Great Expectations

Charles Dickens, adapted by Ken Bentley
Tilted Wig and Malvern Theatre
Exeter Northcott

Nichola McAuliffe as Miss Havisham, Séan Aydon as Pip and Isla Carter as Estella Credit: Lisa Roberts
James Camp (Herbert Pocket), Ollie King (musician), Séan Aydon (Pip), Isla Carter (Molly), Edward Ferrow (Startop), Daniel Goode (Bentley) Credit: Lisa Roberts
Nichola McAuliffe as Miss Havisham Credit: Lisa Roberts

There is much to enjoy in Tilted Wig and Malvern Theatre’s production of Great Expectations now coming towards the end of its tour.

Putting Dickens into a digestible format for an evening’s entertainment is always going to be a challenge. Ken Bentley’s adaptation manages to stay more faithful to the Charles Dickens original than many of the recent screen productions, keeping most of the minor characters and back stories, and does it with a cast of only six actors.

At the centre of the story is Pip, played by Séan Aydon. Aydon manages the difficult task of first appearing as a young seven-year-old, fearfully sent to visit the reclusive Miss Haversham, gradually maturing in front of us, to finally return in his 20s to challenge her with a confidence fuelled by anger and outrage.

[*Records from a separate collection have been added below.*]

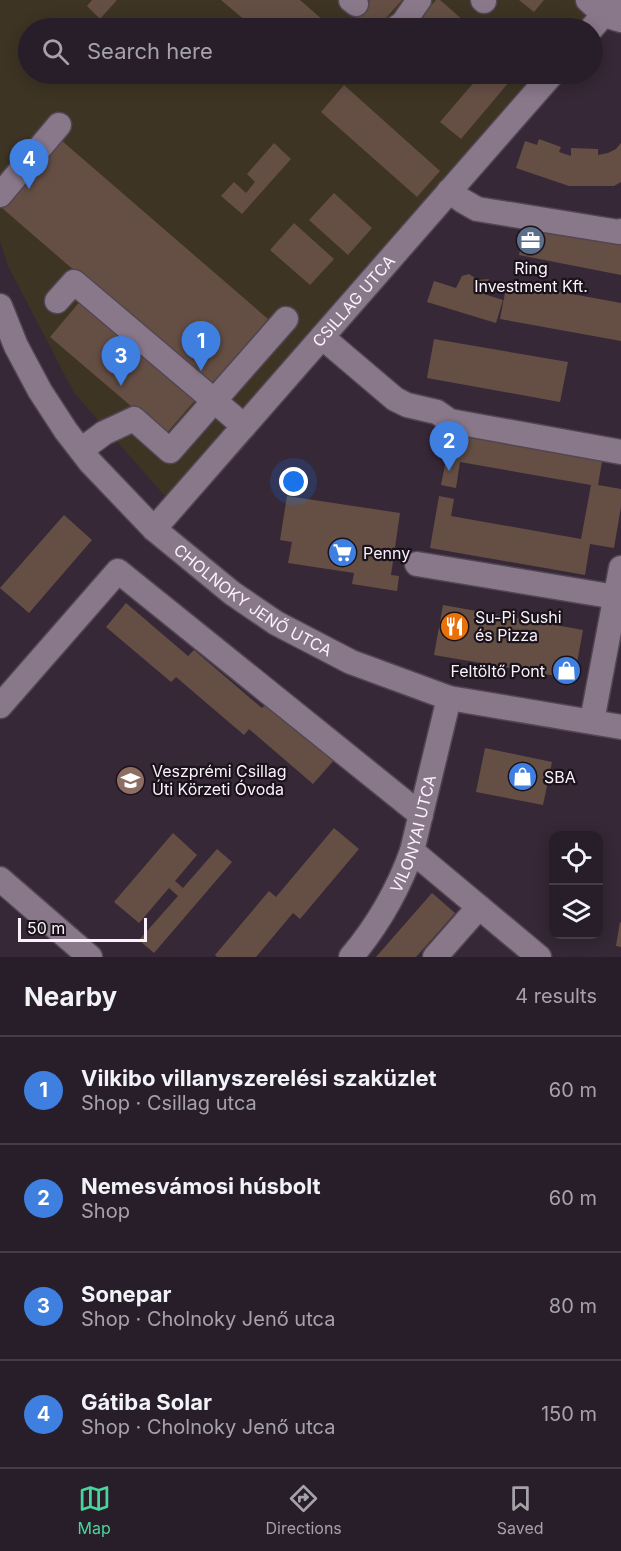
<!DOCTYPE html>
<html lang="en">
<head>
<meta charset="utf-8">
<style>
	body { margin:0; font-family:Inter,sans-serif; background:#342b35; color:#f1f3f6 }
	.controls { position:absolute; right:18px; bottom:18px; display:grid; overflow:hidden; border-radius:12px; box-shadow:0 3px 15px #0003 }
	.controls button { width:54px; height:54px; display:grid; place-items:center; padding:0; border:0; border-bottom:2px solid #443c46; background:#281e29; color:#f1f3f6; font:30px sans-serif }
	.scale { position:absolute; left:18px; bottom:15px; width:129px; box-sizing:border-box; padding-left:6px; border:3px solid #fbf1fc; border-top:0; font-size:16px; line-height:21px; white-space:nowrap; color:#fbf1fc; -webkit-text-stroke:4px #1a131a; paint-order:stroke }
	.you { position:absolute; left:294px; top:482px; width:21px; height:21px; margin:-15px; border:4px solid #fff; border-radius:50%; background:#1a73e8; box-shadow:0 0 0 9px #1a73e833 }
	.badge { display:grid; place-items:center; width:39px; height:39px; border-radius:50%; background:#4ad49c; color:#fff; font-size:20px; font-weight:700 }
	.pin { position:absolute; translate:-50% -50px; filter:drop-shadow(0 2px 3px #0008) }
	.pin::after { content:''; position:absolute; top:32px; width:21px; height:18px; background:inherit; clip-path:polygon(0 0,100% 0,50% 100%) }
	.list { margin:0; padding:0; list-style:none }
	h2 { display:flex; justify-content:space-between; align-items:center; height:78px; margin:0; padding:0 24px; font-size:26px }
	h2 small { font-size:20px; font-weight:400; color:#a5a2a8 }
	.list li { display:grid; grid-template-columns:39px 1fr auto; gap:18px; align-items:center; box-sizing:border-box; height:108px; padding:0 24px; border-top:2px solid #443c46 }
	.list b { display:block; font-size:22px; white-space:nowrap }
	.list p { margin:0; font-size:20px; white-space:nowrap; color:#a5a2a8 }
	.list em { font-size:20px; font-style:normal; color:#a5a2a8 }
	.icon { flex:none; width:33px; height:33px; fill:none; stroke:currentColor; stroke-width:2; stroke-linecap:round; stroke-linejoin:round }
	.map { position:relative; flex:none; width:621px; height:957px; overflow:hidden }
	.search { position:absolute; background:#281e29; box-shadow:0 3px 15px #0003; left:18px; right:18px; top:18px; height:66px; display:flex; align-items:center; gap:15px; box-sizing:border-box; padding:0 21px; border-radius:33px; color:#a5a2a8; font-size:22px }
	.sheet { height:510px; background:#281e29 }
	nav { display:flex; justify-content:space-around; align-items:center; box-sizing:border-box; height:84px; border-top:2px solid #443c46; background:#281e29; font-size:16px; color:#a5a2a8 }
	nav a { display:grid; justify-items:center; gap:3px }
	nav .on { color:#4ad49c }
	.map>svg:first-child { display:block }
	.industrial { fill:#3d3423 }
	.building { fill:#654f45 }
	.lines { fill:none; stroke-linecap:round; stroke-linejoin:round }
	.minor-casing { stroke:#524653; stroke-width:27 }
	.minor { stroke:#89788a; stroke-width:24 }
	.labels { text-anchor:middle; stroke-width:4.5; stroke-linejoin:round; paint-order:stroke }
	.poi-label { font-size:16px; fill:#fbf1fc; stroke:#1a131a; text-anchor:start }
	.street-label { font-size:16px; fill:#fbf1fc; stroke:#1a131a }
</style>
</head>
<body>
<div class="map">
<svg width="621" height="957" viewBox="0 0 621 957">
	<rect width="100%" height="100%" fill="#362837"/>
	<polygon class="industrial" points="0,0 607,0 583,28 28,28 28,74 544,74 172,504 74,393 8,266 0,242"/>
	<g class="building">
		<polygon points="92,0 117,0 100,19 87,6"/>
		<polygon points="221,0 300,0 332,28 254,28"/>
		<polygon points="370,0 402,0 377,28 365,28 354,19"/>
		<polygon points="436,0 440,0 464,21 458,28 411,28"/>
		<polygon points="519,0 544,0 534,12"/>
		<polygon points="404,74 419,74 413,81"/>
		<polygon points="481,74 516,74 461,139 440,122"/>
		<polygon points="344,85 440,171 417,197 321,112"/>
		<polygon points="539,139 561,147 559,152 571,156 571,148 598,149 598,155 608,153 616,149 621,143 621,182 614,186 569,186 516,168 525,141 537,145"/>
		<polygon points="61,140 268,319 209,387 2,208"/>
		<polygon points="274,143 291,159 242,214 221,196 234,182 246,193 255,182 247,174"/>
		<polygon points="334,193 372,228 348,255 309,220"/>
		<polygon points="294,223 334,259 310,285 270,250"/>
		<polygon points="525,226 621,245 621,275 519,255"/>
		<polygon points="469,274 478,280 489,279 484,294 503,300 496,323 427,302 434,281 456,288 462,276"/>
		<polygon points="507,282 621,303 621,341 500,319"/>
		<polygon points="82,299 197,398 165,435 50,337"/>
		<polygon points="434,339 568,362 560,402 427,378"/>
		<polygon points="452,430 603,456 598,485 621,489 621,507 614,548 590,544 585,575 430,548 439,496 454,499 451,516 581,539 591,485 460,462 456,488 441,485"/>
		<polygon points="287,496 400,513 391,575 399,576 397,591 352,584 354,573 288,563 292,542 280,540"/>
		<polygon points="64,515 92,540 29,613 0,588"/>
		<polygon points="126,603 188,656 194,650 262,708 268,702 335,759 313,784 249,729 244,735 176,677 171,682 106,627"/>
		<polygon points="443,605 583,630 574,679 434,655"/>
		<polygon points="485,748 552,762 543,805 476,792"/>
		<polygon points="334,828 359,849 300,919 293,913 256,957 217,957 215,955 269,891 276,897"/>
		<polygon points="173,833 197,855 175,881 183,888 217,849 232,862 154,953 139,940 178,896 169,888 139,923 114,902"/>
		<polygon points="432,893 455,913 441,929 416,957 376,957"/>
		<polygon points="620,922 621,923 621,947 616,946"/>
	</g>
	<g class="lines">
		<defs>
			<g id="minor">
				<polyline points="351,0 356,4"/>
				<polyline points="483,0 484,1"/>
				<polyline points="588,0 604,15 621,20"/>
				<polyline points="396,28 403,23 419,0"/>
				<polyline points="592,28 616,0"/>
				<polyline points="449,191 463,201 477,209 619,232 621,231"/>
				<polyline points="0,195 59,125"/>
				<polyline points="57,301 74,282 244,426"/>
				<path id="s1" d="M0 306 16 346 40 391 66 431 90 462 154 529 232 593 276 623 351 662 449 698 621 727"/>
				<polyline points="322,337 395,399 407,405 437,412 450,421 621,452"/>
				<polyline points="81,450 104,433 134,419 170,451 286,319"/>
				<path id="s2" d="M154 529 552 74"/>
				<polyline points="417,564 616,597"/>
				<polyline points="0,706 118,571 421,815"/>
				<polyline points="592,721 621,568"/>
				<polyline points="412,851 539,957"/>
				<polyline points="0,879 90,957"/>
				<path id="s3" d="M351 957C378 925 398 890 412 851L449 698"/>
				<polyline points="435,957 479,907"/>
			</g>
		</defs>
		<use href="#minor" class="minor-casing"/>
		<use href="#minor" class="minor"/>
	</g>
	<defs>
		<symbol id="office-disc" viewBox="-11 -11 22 22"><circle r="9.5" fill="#5c6f8a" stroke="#1a131a"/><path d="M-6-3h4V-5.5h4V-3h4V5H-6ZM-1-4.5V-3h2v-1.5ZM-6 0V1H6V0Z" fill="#fff"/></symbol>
		<symbol id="supermarket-disc" viewBox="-11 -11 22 22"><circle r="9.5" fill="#3f7fe0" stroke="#1a131a"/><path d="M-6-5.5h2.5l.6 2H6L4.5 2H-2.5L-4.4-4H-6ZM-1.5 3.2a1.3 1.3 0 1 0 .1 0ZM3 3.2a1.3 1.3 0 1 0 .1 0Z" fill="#fff"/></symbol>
		<symbol id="restaurant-disc" viewBox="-11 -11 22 22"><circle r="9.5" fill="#e8710a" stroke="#1a131a"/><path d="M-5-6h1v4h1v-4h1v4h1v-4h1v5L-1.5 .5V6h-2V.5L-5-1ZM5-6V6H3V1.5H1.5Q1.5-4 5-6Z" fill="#fff"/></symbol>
		<symbol id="shop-disc" viewBox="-11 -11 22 22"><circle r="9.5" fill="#3f7fe0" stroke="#1a131a"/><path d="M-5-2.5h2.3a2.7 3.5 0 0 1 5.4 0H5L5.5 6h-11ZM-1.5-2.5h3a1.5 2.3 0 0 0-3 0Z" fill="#fff"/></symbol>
		<symbol id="school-disc" viewBox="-11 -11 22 22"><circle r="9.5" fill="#8d6e63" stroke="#1a131a"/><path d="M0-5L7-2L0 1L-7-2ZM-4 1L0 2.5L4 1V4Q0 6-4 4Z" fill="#fff"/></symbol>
	</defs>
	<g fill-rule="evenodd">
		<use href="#office-disc" x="514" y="224" width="33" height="33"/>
		<use href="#supermarket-disc" x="326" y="536" width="33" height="33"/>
		<use href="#restaurant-disc" x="438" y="610" width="33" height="33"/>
		<use href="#shop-disc" x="550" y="654" width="33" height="33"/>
		<use href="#shop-disc" x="506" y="760" width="33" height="33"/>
		<use href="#school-disc" x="114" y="764" width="33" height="33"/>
	</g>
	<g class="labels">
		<g class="poi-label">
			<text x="531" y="274" text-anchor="middle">Ring<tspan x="531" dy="18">Investment Kft.</tspan></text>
			<text x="363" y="559">Penny</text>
			<text x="475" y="623">Su-Pi Sushi<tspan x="475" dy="18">és Pizza</tspan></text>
			<text x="545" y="677" text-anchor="end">Feltöltő Pont</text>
			<text x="152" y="777">Veszprémi Csillag<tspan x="152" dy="18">Úti Körzeti Óvoda</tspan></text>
			<text x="544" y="783">SBA</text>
		</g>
		<g class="street-label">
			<text dy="6" stroke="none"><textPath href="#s2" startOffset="303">CSILLAG UTCA</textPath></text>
			<text dy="6" stroke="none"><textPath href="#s1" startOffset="396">CHOLNOKY JENŐ UTCA</textPath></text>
			<text dy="6" stroke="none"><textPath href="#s3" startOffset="140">VILONYAI UTCA</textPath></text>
		</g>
	</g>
</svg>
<div class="controls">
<button><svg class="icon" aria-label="locate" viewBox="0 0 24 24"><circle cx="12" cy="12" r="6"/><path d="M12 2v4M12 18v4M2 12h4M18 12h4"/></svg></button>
<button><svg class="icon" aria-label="layers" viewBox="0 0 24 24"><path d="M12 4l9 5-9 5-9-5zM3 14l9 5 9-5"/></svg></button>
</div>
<div class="scale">50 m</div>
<div class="you"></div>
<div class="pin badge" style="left:201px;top:371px;background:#3f7fe0">1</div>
<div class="pin badge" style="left:449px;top:471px;background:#3f7fe0">2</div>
<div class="pin badge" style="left:121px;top:386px;background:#3f7fe0">3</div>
<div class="pin badge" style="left:29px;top:189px;background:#3f7fe0">4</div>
<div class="search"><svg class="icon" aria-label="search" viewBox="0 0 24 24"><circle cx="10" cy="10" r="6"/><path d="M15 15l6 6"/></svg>Search here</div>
</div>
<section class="sheet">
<h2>Nearby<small>4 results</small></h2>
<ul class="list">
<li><span class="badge" style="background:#3f7fe0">1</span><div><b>Vilkibo villanyszerelési szaküzlet</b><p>Shop · Csillag utca</p></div><em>60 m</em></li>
<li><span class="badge" style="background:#3f7fe0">2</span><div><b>Nemesvámosi húsbolt</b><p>Shop</p></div><em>60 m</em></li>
<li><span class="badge" style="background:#3f7fe0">3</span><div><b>Sonepar</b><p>Shop · Cholnoky Jenő utca</p></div><em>80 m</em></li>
<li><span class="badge" style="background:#3f7fe0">4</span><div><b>Gátiba Solar</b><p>Shop · Cholnoky Jenő utca</p></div><em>150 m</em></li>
</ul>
</section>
<nav>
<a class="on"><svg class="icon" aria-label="map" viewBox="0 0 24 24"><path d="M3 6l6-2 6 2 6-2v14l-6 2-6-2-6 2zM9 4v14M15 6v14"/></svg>Map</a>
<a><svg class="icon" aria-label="directions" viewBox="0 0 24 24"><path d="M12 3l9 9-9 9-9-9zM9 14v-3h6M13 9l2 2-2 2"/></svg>Directions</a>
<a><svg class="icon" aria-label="saved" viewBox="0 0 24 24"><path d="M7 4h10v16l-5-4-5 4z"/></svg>Saved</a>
</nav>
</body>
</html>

Dickens's themes of poverty and social justice are always at the fore. In this adaptation, the emotional relationships between characters are very much brought to the centre, in particular that between Pip and Joe Gargery (played by the excellent Edward Ferrow). Despite all the changes in their fortunes, Joe always forgives and never gives up on Pip. The exchanges between the two are immensely touching.

Nichola McAuliffe plays the ghoulish Miss Haversham, dressed in her wedding dress, fraying on her body as the wedding banquet decays around her. McAuliffe is totally believable as the English language’s most famous jilted bride. While much is made of the cruel manipulation of Estella and Pip, this version also allows for the tragic realisation of her own behaviour.

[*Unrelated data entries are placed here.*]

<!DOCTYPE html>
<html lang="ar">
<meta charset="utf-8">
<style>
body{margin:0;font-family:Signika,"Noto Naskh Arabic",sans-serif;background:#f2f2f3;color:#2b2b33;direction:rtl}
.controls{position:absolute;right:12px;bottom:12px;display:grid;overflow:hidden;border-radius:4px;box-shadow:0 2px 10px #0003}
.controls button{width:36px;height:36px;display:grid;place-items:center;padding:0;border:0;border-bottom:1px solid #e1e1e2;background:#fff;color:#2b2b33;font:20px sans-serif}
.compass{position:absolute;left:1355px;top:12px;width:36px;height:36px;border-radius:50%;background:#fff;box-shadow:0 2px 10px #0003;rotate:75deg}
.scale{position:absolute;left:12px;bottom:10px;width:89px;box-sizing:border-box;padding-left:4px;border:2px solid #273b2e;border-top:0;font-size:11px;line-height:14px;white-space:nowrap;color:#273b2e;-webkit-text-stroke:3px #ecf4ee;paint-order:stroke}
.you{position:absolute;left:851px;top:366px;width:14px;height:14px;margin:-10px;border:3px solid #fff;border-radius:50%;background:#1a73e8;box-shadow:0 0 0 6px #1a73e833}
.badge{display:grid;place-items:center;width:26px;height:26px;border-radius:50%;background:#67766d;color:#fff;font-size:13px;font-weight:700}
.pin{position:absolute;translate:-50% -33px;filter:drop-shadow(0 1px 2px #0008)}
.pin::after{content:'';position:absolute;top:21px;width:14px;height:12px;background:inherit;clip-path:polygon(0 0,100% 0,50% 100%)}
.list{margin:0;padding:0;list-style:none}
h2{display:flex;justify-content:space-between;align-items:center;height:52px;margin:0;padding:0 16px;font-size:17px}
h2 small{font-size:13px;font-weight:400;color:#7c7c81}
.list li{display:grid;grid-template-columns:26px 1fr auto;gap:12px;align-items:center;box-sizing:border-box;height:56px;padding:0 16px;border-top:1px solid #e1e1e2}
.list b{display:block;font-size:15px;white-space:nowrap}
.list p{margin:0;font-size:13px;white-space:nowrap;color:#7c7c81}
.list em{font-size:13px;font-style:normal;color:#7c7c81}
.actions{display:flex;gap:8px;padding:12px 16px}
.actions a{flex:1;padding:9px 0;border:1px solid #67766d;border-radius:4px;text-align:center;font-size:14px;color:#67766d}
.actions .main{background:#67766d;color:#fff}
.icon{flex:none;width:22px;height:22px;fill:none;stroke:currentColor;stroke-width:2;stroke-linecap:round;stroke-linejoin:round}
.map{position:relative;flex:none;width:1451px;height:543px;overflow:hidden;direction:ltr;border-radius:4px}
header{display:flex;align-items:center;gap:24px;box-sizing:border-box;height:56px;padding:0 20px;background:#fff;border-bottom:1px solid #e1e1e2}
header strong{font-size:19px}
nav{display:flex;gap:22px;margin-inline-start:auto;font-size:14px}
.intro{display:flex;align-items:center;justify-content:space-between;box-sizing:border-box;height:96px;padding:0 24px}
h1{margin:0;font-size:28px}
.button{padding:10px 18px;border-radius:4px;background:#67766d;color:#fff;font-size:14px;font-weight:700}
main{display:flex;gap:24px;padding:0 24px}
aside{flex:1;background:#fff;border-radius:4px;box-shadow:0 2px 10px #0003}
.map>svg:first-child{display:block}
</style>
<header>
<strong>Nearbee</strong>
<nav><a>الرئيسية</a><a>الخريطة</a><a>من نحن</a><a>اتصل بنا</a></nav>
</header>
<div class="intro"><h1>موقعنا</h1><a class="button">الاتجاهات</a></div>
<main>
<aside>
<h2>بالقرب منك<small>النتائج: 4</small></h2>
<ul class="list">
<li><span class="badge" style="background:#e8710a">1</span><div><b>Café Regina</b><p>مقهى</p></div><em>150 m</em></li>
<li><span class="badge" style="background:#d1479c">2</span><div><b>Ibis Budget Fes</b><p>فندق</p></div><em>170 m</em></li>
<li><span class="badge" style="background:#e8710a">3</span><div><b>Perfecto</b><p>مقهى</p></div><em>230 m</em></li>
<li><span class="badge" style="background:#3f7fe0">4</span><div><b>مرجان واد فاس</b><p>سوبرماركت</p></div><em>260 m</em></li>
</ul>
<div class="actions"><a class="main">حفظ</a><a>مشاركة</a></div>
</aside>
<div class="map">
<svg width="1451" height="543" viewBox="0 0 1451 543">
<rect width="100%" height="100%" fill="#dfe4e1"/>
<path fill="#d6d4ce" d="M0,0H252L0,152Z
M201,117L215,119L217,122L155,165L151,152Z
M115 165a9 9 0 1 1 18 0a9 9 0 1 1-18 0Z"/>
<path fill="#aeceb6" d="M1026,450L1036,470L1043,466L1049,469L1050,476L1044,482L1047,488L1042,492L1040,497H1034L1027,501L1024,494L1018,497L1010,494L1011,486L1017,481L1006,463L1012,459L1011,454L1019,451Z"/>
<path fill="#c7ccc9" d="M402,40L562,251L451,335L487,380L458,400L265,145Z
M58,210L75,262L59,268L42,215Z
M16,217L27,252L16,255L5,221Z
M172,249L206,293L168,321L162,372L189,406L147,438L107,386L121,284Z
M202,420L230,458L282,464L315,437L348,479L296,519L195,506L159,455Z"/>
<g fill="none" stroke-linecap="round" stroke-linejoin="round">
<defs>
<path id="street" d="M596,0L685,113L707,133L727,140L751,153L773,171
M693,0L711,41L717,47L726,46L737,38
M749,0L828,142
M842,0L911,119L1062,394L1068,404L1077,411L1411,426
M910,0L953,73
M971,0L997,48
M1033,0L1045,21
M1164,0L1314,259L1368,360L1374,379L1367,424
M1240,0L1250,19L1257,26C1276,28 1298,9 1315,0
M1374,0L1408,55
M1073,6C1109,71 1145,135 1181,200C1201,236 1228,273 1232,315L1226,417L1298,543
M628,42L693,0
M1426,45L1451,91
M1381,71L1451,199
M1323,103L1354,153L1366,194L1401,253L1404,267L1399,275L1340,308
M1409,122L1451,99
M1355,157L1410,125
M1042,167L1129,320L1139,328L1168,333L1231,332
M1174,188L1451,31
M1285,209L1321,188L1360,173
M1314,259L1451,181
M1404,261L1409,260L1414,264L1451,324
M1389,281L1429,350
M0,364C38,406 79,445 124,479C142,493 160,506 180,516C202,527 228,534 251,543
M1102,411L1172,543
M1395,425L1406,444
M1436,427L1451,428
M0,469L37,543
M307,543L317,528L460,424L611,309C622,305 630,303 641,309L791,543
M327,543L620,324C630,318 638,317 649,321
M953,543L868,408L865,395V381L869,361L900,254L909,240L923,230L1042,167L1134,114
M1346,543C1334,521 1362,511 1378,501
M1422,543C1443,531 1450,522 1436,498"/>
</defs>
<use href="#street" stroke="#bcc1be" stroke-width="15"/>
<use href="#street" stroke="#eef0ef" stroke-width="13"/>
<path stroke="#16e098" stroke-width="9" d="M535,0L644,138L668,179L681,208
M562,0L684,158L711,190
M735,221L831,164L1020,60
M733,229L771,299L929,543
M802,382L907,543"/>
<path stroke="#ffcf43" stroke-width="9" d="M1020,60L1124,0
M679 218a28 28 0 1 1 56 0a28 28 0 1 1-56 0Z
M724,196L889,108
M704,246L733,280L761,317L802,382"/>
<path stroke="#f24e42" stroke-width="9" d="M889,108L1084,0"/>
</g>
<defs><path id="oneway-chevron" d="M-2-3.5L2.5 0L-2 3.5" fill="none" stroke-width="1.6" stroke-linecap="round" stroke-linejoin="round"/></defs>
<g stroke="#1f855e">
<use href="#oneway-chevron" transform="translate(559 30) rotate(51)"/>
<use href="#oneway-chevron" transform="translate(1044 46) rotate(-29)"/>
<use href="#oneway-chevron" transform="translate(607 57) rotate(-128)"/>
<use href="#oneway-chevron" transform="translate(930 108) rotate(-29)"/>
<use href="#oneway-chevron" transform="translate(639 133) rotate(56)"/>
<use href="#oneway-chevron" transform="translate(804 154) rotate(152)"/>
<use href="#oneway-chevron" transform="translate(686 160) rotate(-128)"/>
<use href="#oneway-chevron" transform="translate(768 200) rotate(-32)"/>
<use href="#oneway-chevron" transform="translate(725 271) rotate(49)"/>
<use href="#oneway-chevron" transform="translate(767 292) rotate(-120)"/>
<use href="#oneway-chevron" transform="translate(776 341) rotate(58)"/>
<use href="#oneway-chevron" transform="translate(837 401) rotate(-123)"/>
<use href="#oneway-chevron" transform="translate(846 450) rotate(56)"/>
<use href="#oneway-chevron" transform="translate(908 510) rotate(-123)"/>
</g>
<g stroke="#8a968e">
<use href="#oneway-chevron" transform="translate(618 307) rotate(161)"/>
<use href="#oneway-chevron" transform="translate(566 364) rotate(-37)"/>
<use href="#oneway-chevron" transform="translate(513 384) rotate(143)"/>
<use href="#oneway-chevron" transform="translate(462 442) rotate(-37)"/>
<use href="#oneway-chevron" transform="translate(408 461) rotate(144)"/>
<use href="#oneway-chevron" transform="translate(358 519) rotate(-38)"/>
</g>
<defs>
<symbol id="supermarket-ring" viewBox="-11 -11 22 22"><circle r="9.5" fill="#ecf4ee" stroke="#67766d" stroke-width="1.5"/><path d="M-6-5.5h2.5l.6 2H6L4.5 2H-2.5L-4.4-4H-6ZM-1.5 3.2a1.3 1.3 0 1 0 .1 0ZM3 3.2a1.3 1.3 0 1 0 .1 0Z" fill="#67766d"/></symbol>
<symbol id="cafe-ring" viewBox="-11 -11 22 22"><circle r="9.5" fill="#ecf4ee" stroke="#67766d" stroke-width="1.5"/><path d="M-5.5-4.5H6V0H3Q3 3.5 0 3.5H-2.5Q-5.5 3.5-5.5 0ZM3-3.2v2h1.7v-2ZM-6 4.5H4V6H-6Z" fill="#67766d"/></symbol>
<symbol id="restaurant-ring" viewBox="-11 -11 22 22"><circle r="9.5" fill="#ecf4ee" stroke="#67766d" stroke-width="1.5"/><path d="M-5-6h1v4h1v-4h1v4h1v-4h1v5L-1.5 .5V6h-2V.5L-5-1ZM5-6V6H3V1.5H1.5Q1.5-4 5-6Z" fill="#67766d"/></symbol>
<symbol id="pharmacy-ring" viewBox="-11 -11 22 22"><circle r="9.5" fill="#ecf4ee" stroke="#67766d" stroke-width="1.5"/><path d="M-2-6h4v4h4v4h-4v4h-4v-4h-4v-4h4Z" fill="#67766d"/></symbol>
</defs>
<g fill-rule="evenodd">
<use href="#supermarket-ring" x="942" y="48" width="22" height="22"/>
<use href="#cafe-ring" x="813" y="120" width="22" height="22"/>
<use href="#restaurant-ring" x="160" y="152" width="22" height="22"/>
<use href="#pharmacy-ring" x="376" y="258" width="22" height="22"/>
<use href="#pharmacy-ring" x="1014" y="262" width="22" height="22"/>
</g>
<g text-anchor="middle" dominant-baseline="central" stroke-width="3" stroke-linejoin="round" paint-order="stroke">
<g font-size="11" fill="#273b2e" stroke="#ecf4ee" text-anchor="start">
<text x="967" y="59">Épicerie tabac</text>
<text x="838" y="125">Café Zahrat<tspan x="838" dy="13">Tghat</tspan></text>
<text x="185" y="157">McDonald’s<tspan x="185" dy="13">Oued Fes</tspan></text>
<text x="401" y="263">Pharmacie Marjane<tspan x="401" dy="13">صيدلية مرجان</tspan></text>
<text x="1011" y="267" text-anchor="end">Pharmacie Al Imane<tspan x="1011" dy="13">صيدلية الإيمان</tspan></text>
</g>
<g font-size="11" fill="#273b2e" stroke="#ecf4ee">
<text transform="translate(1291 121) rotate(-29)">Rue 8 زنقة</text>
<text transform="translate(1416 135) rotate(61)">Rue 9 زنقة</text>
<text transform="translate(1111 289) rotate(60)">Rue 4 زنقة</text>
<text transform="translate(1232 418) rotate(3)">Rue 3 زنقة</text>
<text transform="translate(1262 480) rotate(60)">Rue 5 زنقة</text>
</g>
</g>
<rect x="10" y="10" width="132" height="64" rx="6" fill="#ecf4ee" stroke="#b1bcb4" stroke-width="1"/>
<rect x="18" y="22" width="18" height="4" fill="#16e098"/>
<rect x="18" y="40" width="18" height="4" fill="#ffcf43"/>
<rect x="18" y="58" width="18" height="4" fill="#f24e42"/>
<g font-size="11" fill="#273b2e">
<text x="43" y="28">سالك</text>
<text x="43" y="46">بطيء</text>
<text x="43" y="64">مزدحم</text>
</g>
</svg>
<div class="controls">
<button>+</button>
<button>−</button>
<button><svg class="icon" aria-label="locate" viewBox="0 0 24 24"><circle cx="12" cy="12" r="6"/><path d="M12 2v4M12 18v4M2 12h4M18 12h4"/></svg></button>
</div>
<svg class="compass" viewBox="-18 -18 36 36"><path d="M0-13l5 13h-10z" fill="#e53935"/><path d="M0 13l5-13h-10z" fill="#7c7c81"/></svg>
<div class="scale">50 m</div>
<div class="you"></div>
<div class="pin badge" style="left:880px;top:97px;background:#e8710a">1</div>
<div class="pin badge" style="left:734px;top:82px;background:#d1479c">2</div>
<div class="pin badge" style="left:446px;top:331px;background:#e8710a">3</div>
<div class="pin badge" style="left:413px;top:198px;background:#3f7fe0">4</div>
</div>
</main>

As well as playing Gargery, Ferrow is Wemmick (and others), both father-like figures to Pip. Daniel Goode is great as the equally scary and sympathetically tragic Magwitch. Eliza Collings's versatility shines as Mrs Joe, Biddy and others. James Dinsmore, James Camp and Isla Carter complete the cast principally as Jaggers, Herbert Pocket and Estella respectively. Apart from Aydon and McAuliffe, the excellent, hard-working cast each play several roles, successfully slipping from one character to another with barely more than a slight change in posture, tilt of a hat or a change in voice.

With such a big story and so many different locations, James Turner’s set, a small, wooden-framed, open-sided box, adapts easily from Gagery’s blacksmith forge to Miss Haversham’s house, from Pip and Herbert’s lodgings to the Essex marshes, without disrupting the flow of the action and no need for scene changes. Almost part of the set is musician Ollie King, providing musical accompaniment from around the stage throughout the evening. Other sound effects are often provided by the cast using props or equipment partly hidden on stage.

Despite the scope of the story and the many characters that threaten to complicate the evening, director Sophie Boyce Couzens keeps the tragedy and emotional charge central to the production’s core. However, there are some clumsy moments. In order to distil the story, actors come out of character from time to time to fill in the blanks and narrate scene changes as we leap years or travel miles between acts, which rather breaks the flow.

For Dickens lovers, this is a thoroughly digestible evening with a fresh angle on the emotional relationships at the core of the story.